What if your data could tell a compelling narrative?
This is the art of data storytelling.
And you don't need to be an expert with business intelligence tools like Microsoft's Power BI or Tableau to turn complex data into actionable insights for data-driven decision-making.
Data storytelling lets you turn your raw data into a compelling story so your reader goes ‘aha!’. This guide explains what it is and how storytelling makes your data analysis easier to understand. You’ll also get a step-by-step process to put your data storytelling skills into practice with DashThis reports.
Table of contents
Effective data storytelling means explaining your numbers in a way that people can understand and directly apply to solve a problem they’re facing.
Rather than only reporting what happened, you use data analytics to explain why it happened and what you’ll do with that complex information for your client.
This applies both to individual metrics and structuring your report or dashboard to show how different metrics connect to explain an overarching point. Brian Weisberg, CFO of Tidelift, explains:
A good dashboard should answer the “why” and provide context for the broader story. For a simple analogy, imagine your favorite story. Metrics are the individual facts and observations. When strung together with a broader narrative, an engaging story begins to unfold. That is a dashboard. Your dashboard may give you unexpected (or expected) surprises, plot twists, and other valuable learnings that are much clearer alongside other data.”
Brian's point about stringing metrics together into a broader narrative becomes clearer when you see a real-world data storytelling example in action. Storytelling with Data shows how they rebuilt a dense dashboard as an infographic that leads with the key insights related to a reviewer’s key concerns.

Image source: Storytelling with Data
This matters as the person reviewing your report is already drowning in data. The marketing dashboard you spent hours building is one of many they’ll scan that day. A 2025 TheyDo survey of US and European decision-makers found that executives felt overloaded by daily dashboards and worried the data may be misleading.
When data lacks context or a logical interpretation, it's easy to draw the wrong conclusions or miss what matters. But using data storytelling helps you avoid these fundamental issues and guide better decisions for your clients.
You'll often hear these terms used together, yet they play different roles in reporting. Data visualization turns data insights into visualizations, such as line charts or interactive widgets.

Image: Different chart types suit different metrics.
Data storytelling refers to the narrative you build from your data, pairing visuals with context and clear recommendations to guide decisions.
Ready to put data storytelling into practice? Follow these seven steps to build marketing reports with a clear story in place to guide your client’s decision-making.

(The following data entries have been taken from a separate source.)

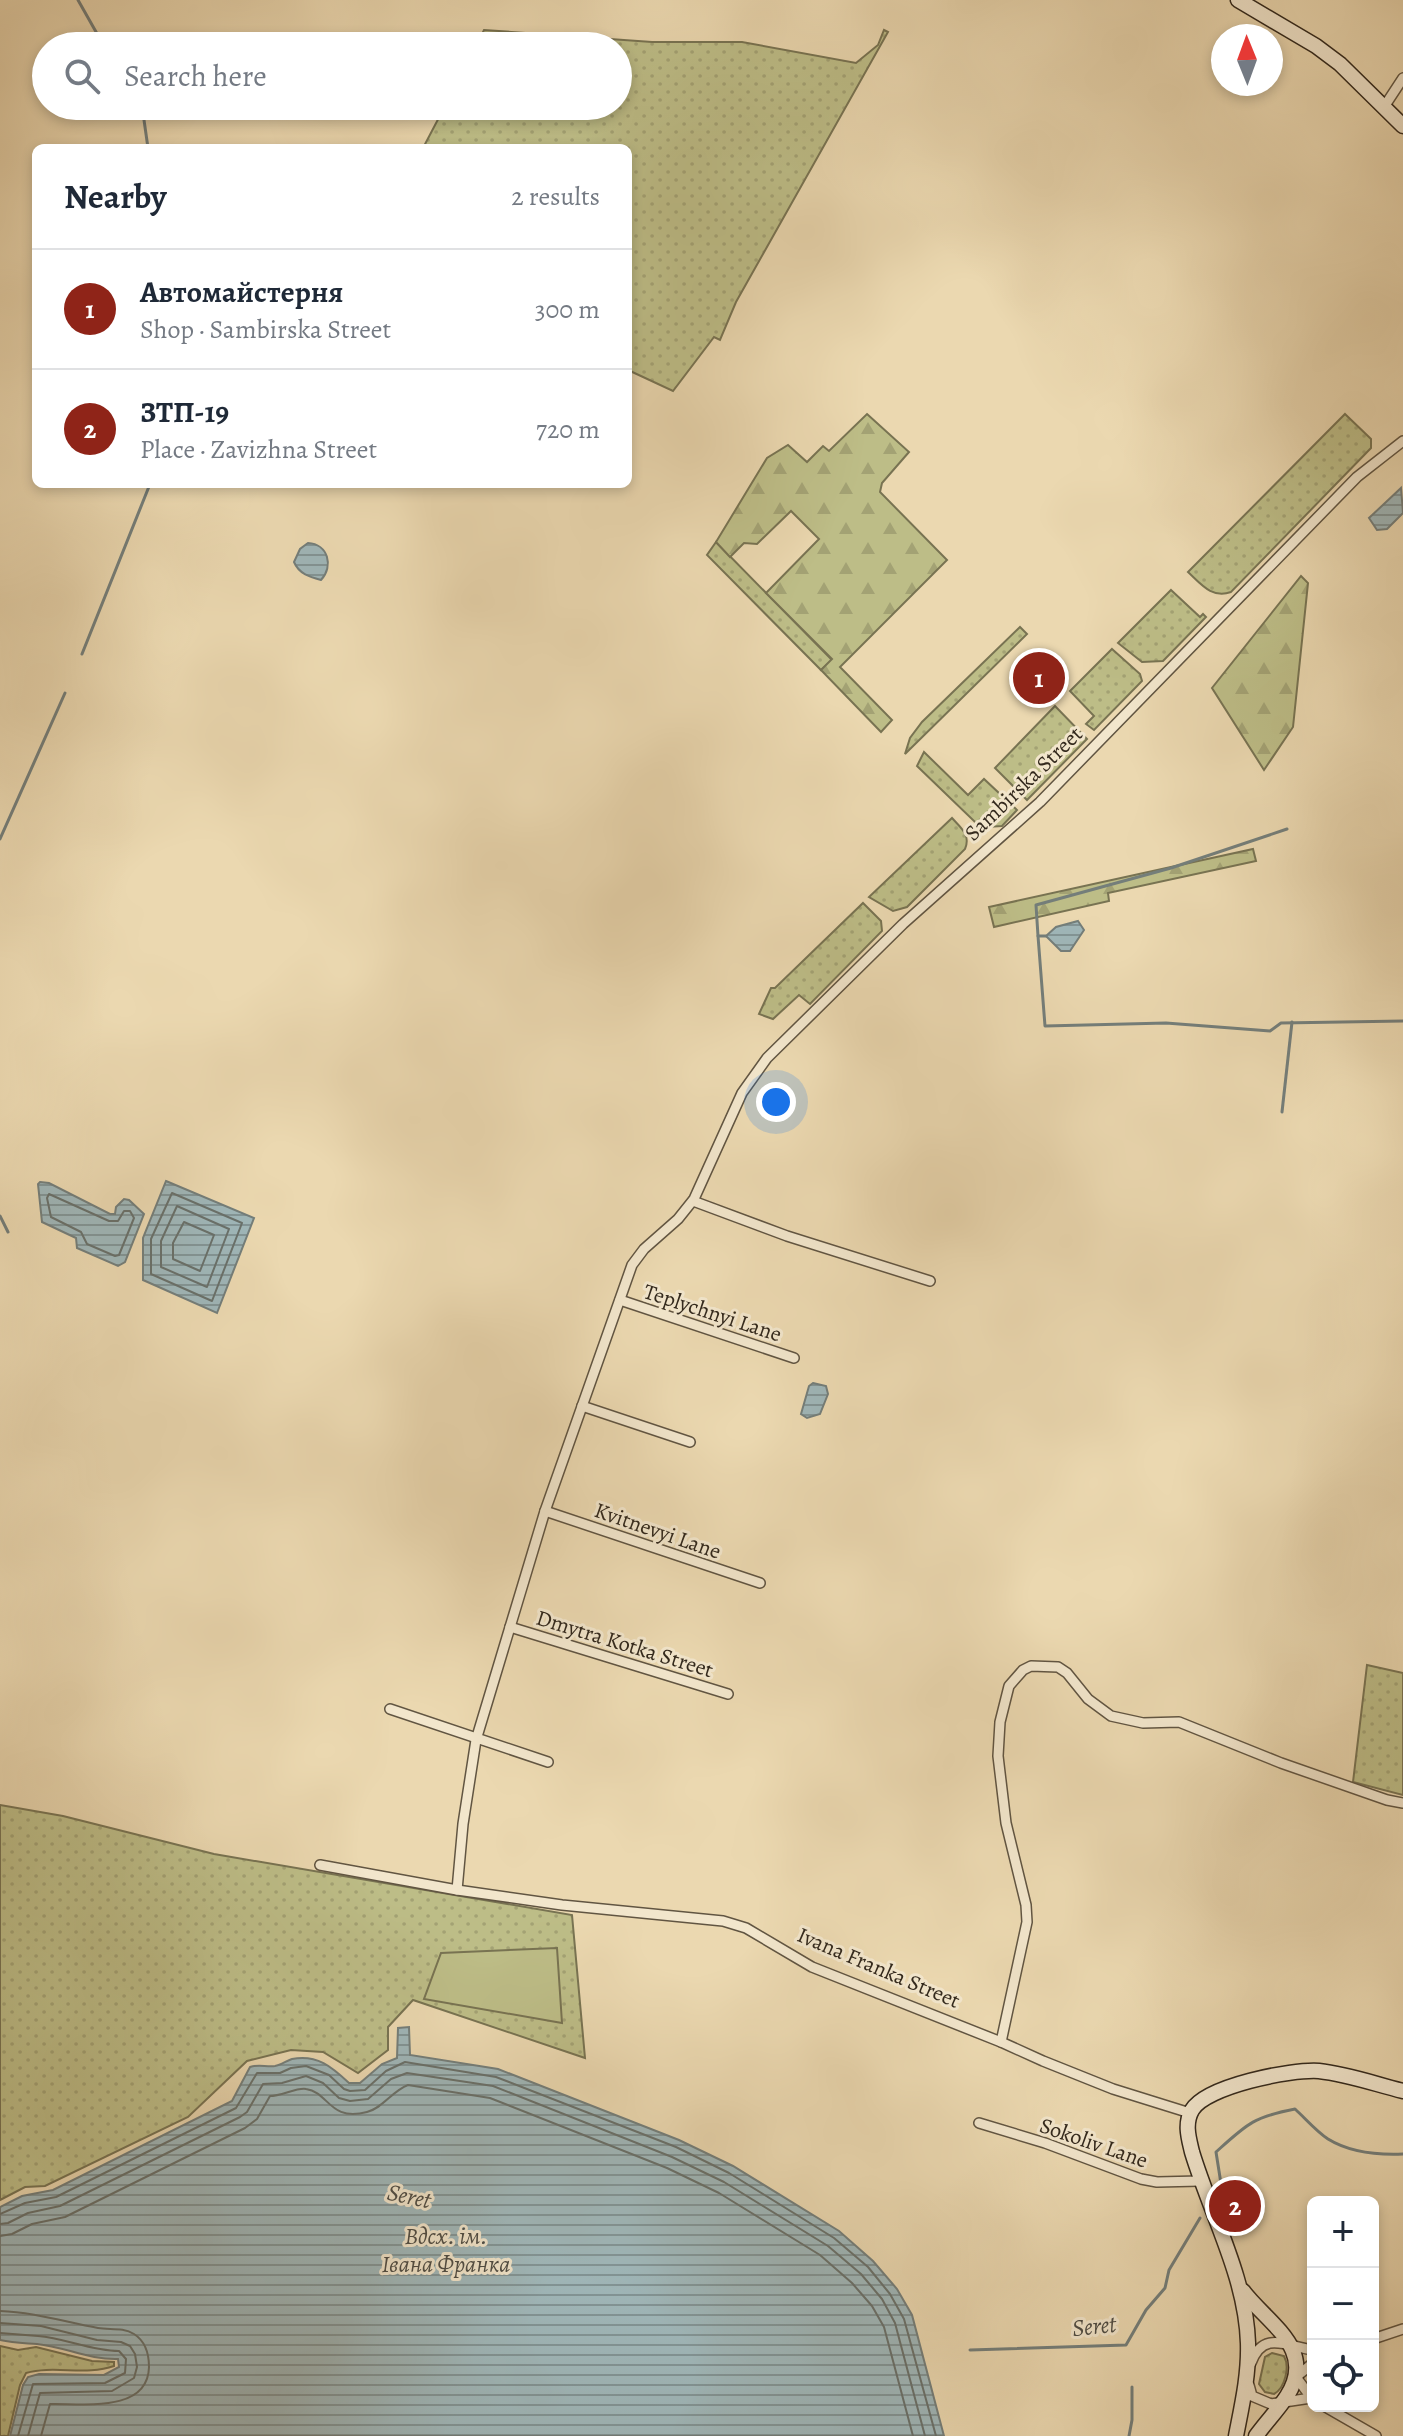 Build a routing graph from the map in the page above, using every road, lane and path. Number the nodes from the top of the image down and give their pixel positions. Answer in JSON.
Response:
{"nodes":[{"id":1,"x":1238,"y":0,"type":"edge"},
{"id":2,"x":1403,"y":78,"type":"edge"},
{"id":3,"x":1384,"y":107,"type":"junction"},
{"id":4,"x":1403,"y":126,"type":"edge"},
{"id":5,"x":1403,"y":441,"type":"edge"},
{"id":6,"x":693,"y":1201,"type":"junction"},
{"id":7,"x":930,"y":1281,"type":"dead end"},
{"id":8,"x":620,"y":1300,"type":"junction"},
{"id":9,"x":794,"y":1358,"type":"dead end"},
{"id":10,"x":582,"y":1406,"type":"junction"},
{"id":11,"x":690,"y":1442,"type":"dead end"},
{"id":12,"x":545,"y":1511,"type":"junction"},
{"id":13,"x":760,"y":1583,"type":"dead end"},
{"id":14,"x":510,"y":1627,"type":"junction"},
{"id":15,"x":728,"y":1694,"type":"dead end"},
{"id":16,"x":390,"y":1709,"type":"dead end"},
{"id":17,"x":476,"y":1740,"type":"junction"},
{"id":18,"x":548,"y":1762,"type":"dead end"},
{"id":19,"x":1403,"y":1803,"type":"edge"},
{"id":20,"x":320,"y":1865,"type":"dead end"},
{"id":21,"x":457,"y":1890,"type":"junction"},
{"id":22,"x":1001,"y":2042,"type":"junction"},
{"id":23,"x":1403,"y":2091,"type":"edge"},
{"id":24,"x":1190,"y":2113,"type":"junction"},
{"id":25,"x":979,"y":2123,"type":"dead end"},
{"id":26,"x":1200,"y":2181,"type":"junction"},
{"id":27,"x":1238,"y":2284,"type":"junction"},
{"id":28,"x":1403,"y":2329,"type":"edge"},
{"id":29,"x":1278,"y":2330,"type":"junction"},
{"id":30,"x":1379,"y":2337,"type":"edge"},
{"id":31,"x":1292,"y":2347,"type":"junction"},
{"id":32,"x":1307,"y":2347,"type":"edge"},
{"id":33,"x":1307,"y":2349,"type":"edge"},
{"id":34,"x":1307,"y":2368,"type":"edge"},
{"id":35,"x":1248,"y":2370,"type":"junction"},
{"id":36,"x":1296,"y":2377,"type":"junction"},
{"id":37,"x":1307,"y":2392,"type":"edge"},
{"id":38,"x":1307,"y":2400,"type":"edge"},
{"id":39,"x":1282,"y":2403,"type":"junction"},
{"id":40,"x":1334,"y":2412,"type":"edge"},
{"id":41,"x":1236,"y":2436,"type":"edge"},
{"id":42,"x":1256,"y":2436,"type":"edge"},
{"id":43,"x":1376,"y":2436,"type":"edge"}],
"edges":[{"from":1,"to":3,"type":"main road"},
{"from":2,"to":3,"type":"street"},
{"from":3,"to":4,"type":"main road"},
{"from":5,"to":6,"type":"street","name":"Sambirska Street"},
{"from":6,"to":7,"type":"street"},
{"from":6,"to":8,"type":"street","name":"Sambirska Street"},
{"from":8,"to":9,"type":"street","name":"Teplychnyi Lane"},
{"from":8,"to":10,"type":"street","name":"Sambirska Street"},
{"from":10,"to":11,"type":"street"},
{"from":10,"to":12,"type":"street","name":"Sambirska Street"},
{"from":12,"to":13,"type":"street","name":"Kvitnevyi Lane"},
{"from":12,"to":14,"type":"street","name":"Sambirska Street"},
{"from":14,"to":15,"type":"street","name":"Dmytra Kotka Street"},
{"from":14,"to":17,"type":"street","name":"Sambirska Street"},
{"from":16,"to":17,"type":"street"},
{"from":17,"to":18,"type":"street"},
{"from":17,"to":21,"type":"street","name":"Sambirska Street"},
{"from":19,"to":22,"type":"street"},
{"from":20,"to":21,"type":"street","name":"Ivana Franka Street"},
{"from":21,"to":22,"type":"street","name":"Ivana Franka Street"},
{"from":22,"to":24,"type":"street","name":"Ivana Franka Street"},
{"from":23,"to":24,"type":"main road"},
{"from":24,"to":26,"type":"main road"},
{"from":25,"to":26,"type":"street","name":"Sokoliv Lane"},
{"from":26,"to":27,"type":"main road"},
{"from":27,"to":29,"type":"main road"},
{"from":27,"to":35,"type":"main road"},
{"from":28,"to":30,"type":"street"},
{"from":29,"to":31,"type":"main road"},
{"from":29,"to":32,"type":"street"},
{"from":31,"to":33,"type":"street"},
{"from":31,"to":35,"type":"street"},
{"from":31,"to":36,"type":"main road"},
{"from":34,"to":36,"type":"street"},
{"from":35,"to":39,"type":"street"},
{"from":35,"to":41,"type":"main road"},
{"from":36,"to":37,"type":"street"},
{"from":36,"to":39,"type":"main road"},
{"from":38,"to":39,"type":"street"},
{"from":39,"to":42,"type":"main road"},
{"from":40,"to":43,"type":"street"}]}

A great report starts with being clear about why you’re creating it. Is it meant to show the value of your SEO work to support a contract renewal with a key client? Or is it to show that your marketing spend has been trending upward without a noticeable lift in performance, and to lay out the steps you’ll take to get back on track for your finance team?
The two reports serve different goals, so they need distinct structures and their own metrics. Let those goals define the context and the problem as the foundation of your data story, which anchors your analysis and the actions that follow in concrete numbers.
To do this effectively, you need to understand how your client’s business operates, your client’s needs, and the objectives of the people who will be reviewing your reports.
For agencies, this means translating your campaign planning and client onboarding process knowledge into a cohesive narrative. You already understand your client's lead generation strategies, qualification processes, and post-sale workflows from onboarding and campaign planning. Now you need to connect each metric in your report back to these processes.
Once you know what your report needs to do, turn that goal into a clear outline and a rough sketch of the visuals. You can explore your dashboard tool or use a template to get moving, but they’re just options among many ways to begin.
On the Storytelling with Data podcast, data scientist and educator Allison Horst suggests stepping away from the dashboard and storyboarding your report. Sketch the main points and visuals on paper first to clarify what you want to share and what your audience wants to see.
She says, “Storyboarding is a nice low-tech way of getting a sense of what your content might look like before you commit to your tools and start building things.”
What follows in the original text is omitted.